## DATA PROVIDED
=-=-=

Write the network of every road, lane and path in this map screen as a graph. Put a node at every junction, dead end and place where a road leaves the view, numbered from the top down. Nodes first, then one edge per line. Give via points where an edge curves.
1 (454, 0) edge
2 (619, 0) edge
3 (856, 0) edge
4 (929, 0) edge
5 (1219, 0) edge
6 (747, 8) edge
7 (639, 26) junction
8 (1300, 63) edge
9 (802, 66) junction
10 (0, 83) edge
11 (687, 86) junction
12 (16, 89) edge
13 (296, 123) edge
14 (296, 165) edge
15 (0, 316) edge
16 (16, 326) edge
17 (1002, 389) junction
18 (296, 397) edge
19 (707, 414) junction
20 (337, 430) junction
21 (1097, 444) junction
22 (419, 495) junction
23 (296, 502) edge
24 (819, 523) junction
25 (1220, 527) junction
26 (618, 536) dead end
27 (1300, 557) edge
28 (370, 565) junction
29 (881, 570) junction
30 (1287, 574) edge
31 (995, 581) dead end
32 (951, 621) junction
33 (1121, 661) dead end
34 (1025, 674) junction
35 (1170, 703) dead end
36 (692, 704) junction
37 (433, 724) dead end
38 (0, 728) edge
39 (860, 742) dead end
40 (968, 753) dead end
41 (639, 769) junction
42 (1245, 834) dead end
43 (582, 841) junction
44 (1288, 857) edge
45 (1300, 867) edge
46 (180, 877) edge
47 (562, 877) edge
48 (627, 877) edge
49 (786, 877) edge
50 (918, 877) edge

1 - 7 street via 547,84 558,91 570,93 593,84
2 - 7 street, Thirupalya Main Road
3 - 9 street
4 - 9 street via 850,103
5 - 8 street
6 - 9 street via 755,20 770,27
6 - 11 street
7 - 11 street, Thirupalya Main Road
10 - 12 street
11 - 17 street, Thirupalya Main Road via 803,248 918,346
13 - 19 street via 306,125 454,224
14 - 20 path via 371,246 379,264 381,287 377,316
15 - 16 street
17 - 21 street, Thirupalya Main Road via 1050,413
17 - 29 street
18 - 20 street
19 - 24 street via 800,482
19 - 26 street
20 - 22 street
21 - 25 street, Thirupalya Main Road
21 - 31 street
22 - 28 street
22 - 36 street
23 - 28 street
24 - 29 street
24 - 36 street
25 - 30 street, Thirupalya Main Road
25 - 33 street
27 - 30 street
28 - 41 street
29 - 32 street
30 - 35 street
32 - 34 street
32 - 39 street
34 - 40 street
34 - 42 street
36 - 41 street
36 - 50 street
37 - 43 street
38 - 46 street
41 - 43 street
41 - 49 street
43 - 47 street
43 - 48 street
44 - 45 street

=-=-=

## WHAT IS EXPECTED
Output all of the material exactly as written.

## SOLUTION FOR THIS TASK
Write the network of every road, lane and path in this map screen as a graph. Put a node at every junction, dead end and place where a road leaves the view, numbered from the top down. Nodes first, then one edge per line. Give via points where an edge curves.
1 (454, 0) edge
2 (619, 0) edge
3 (856, 0) edge
4 (929, 0) edge
5 (1219, 0) edge
6 (747, 8) edge
7 (639, 26) junction
8 (1300, 63) edge
9 (802, 66) junction
10 (0, 83) edge
11 (687, 86) junction
12 (16, 89) edge
13 (296, 123) edge
14 (296, 165) edge
15 (0, 316) edge
16 (16, 326) edge
17 (1002, 389) junction
18 (296, 397) edge
19 (707, 414) junction
20 (337, 430) junction
21 (1097, 444) junction
22 (419, 495) junction
23 (296, 502) edge
24 (819, 523) junction
25 (1220, 527) junction
26 (618, 536) dead end
27 (1300, 557) edge
28 (370, 565) junction
29 (881, 570) junction
30 (1287, 574) edge
31 (995, 581) dead end
32 (951, 621) junction
33 (1121, 661) dead end
34 (1025, 674) junction
35 (1170, 703) dead end
36 (692, 704) junction
37 (433, 724) dead end
38 (0, 728) edge
39 (860, 742) dead end
40 (968, 753) dead end
41 (639, 769) junction
42 (1245, 834) dead end
43 (582, 841) junction
44 (1288, 857) edge
45 (1300, 867) edge
46 (180, 877) edge
47 (562, 877) edge
48 (627, 877) edge
49 (786, 877) edge
50 (918, 877) edge

1 - 7 street via 547,84 558,91 570,93 593,84
2 - 7 street, Thirupalya Main Road
3 - 9 street
4 - 9 street via 850,103
5 - 8 street
6 - 9 street via 755,20 770,27
6 - 11 street
7 - 11 street, Thirupalya Main Road
10 - 12 street
11 - 17 street, Thirupalya Main Road via 803,248 918,346
13 - 19 street via 306,125 454,224
14 - 20 path via 371,246 379,264 381,287 377,316
15 - 16 street
17 - 21 street, Thirupalya Main Road via 1050,413
17 - 29 street
18 - 20 street
19 - 24 street via 800,482
19 - 26 street
20 - 22 street
21 - 25 street, Thirupalya Main Road
21 - 31 street
22 - 28 street
22 - 36 street
23 - 28 street
24 - 29 street
24 - 36 street
25 - 30 street, Thirupalya Main Road
25 - 33 street
27 - 30 street
28 - 41 street
29 - 32 street
30 - 35 street
32 - 34 street
32 - 39 street
34 - 40 street
34 - 42 street
36 - 41 street
36 - 50 street
37 - 43 street
38 - 46 street
41 - 43 street
41 - 49 street
43 - 47 street
43 - 48 street
44 - 45 street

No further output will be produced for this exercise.